Splunk Enterprise

Dataset best practices

RdomSplunkUser7
Explorer

Hello!

I maintain Splunk reports. Some of the Pivot reports are based on a Dataset that is generated based on a simple search. Duplicate values ​​have not been taken into account in the generation.

Due to an error, there were two data sources for a few weeks. This resulted in identical duplicate rows in the dataset.

In the future, duplicate rows can be removed from the dataset with a simple dedup. However, are there any best practices to fix this?

0 Karma
1 Solution

isoutamo
SplunkTrust
SplunkTrust
Of course you can add dedup on those queries but this will kill your performance!
And it depends how this duplication has happened and how you could identified those events? That just depends on how that has happened, can you e.g. dedup _raw or just set of different fields or did it needs some calculations/modifications (e.g. times) too?

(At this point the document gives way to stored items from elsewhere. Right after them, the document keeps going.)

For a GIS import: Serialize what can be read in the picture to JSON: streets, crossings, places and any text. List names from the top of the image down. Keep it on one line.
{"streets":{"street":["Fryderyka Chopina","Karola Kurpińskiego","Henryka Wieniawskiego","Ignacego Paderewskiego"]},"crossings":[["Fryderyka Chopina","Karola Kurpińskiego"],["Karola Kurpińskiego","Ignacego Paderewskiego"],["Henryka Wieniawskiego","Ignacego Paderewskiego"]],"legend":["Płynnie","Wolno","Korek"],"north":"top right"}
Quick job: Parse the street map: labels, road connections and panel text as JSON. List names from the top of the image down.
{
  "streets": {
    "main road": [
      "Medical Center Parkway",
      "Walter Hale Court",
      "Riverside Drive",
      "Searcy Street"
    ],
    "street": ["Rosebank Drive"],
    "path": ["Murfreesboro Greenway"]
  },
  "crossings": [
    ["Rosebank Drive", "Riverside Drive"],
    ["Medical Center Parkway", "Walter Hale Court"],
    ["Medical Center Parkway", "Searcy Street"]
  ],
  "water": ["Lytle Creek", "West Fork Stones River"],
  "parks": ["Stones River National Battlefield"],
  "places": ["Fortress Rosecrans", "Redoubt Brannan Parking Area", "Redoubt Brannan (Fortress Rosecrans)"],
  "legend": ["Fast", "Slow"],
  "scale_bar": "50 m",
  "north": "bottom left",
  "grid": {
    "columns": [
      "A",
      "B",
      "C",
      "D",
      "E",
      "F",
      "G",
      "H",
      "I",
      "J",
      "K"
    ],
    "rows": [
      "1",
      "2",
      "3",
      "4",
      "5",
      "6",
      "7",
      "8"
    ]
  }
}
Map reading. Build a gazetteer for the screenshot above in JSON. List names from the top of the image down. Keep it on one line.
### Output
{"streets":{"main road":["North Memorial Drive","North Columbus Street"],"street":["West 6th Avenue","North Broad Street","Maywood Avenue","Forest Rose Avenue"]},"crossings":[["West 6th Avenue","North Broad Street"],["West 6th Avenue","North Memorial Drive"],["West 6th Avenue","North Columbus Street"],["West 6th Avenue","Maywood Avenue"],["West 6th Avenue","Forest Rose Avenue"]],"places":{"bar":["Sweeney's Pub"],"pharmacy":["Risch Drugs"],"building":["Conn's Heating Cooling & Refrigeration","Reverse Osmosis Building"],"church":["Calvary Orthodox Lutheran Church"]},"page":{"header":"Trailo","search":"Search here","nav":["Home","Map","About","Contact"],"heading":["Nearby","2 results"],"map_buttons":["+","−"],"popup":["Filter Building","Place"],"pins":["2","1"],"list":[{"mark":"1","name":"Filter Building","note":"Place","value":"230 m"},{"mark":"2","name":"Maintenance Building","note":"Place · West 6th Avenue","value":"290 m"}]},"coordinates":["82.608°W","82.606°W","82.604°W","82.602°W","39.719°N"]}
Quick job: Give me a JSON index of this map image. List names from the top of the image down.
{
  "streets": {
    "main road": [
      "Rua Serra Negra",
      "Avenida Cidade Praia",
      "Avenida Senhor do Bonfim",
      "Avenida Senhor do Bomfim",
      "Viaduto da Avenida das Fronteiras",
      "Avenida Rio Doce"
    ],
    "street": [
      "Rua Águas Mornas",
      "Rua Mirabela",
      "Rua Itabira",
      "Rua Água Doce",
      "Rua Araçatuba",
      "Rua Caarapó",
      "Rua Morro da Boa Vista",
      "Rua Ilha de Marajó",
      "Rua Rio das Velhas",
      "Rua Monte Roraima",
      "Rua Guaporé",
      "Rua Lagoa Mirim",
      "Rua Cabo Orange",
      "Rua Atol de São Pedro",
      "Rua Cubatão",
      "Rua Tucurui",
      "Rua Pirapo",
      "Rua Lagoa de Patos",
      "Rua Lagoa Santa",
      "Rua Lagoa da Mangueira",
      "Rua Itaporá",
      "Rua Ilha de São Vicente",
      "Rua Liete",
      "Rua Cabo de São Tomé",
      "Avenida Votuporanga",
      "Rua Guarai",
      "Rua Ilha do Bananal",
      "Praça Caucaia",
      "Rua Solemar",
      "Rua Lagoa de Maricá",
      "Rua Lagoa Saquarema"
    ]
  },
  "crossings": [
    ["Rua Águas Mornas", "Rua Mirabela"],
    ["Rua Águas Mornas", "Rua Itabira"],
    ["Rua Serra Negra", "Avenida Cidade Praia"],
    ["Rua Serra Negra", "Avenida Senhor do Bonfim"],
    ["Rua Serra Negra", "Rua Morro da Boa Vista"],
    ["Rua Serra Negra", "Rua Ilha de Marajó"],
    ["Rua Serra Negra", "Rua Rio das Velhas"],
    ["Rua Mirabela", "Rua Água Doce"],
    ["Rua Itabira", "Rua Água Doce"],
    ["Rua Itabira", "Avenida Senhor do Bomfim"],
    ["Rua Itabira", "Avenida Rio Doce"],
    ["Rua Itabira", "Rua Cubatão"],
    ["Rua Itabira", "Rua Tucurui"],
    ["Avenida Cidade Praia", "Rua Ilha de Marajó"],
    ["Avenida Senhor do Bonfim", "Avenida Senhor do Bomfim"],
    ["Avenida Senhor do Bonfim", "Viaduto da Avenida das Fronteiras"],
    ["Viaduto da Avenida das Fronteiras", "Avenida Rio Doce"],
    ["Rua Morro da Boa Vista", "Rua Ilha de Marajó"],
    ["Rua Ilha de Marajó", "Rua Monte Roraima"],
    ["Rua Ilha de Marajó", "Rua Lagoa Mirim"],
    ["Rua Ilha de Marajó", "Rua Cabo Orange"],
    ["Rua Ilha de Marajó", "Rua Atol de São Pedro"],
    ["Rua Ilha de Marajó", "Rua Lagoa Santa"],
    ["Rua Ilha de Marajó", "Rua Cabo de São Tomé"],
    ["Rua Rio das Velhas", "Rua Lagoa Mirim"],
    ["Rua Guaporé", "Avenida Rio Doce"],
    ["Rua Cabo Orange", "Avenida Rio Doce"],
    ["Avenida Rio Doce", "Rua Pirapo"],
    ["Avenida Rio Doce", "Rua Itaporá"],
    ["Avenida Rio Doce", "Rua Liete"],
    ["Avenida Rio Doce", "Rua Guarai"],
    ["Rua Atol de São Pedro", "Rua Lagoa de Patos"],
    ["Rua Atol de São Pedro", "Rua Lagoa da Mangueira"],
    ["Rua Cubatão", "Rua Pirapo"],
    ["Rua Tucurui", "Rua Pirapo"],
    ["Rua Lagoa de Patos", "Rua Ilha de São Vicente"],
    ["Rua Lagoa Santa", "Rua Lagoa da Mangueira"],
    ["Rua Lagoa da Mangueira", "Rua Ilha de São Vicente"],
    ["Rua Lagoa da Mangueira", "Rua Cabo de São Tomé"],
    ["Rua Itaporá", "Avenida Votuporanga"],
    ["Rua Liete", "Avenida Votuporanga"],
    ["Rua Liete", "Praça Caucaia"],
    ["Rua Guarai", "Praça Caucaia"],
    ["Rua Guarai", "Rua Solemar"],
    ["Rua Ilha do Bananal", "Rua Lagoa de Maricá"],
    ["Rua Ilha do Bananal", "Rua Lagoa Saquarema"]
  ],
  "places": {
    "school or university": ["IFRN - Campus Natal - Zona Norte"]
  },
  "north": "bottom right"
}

View solution in original post

RdomSplunkUser7
Explorer

Maybe I can make a new data set which is the original data set minus duplicate identical log lines. Are there any tutorials for this? I am newbie super user for just for some reports. I hate this role.

0 Karma

isoutamo
SplunkTrust
SplunkTrust
How big and complex your dataset is and how much its content is changing? And how long time span it covers?

RdomSplunkUser7
Explorer

I dont like the idea you can not add dedup with pipelines in the simple base search of dataset. 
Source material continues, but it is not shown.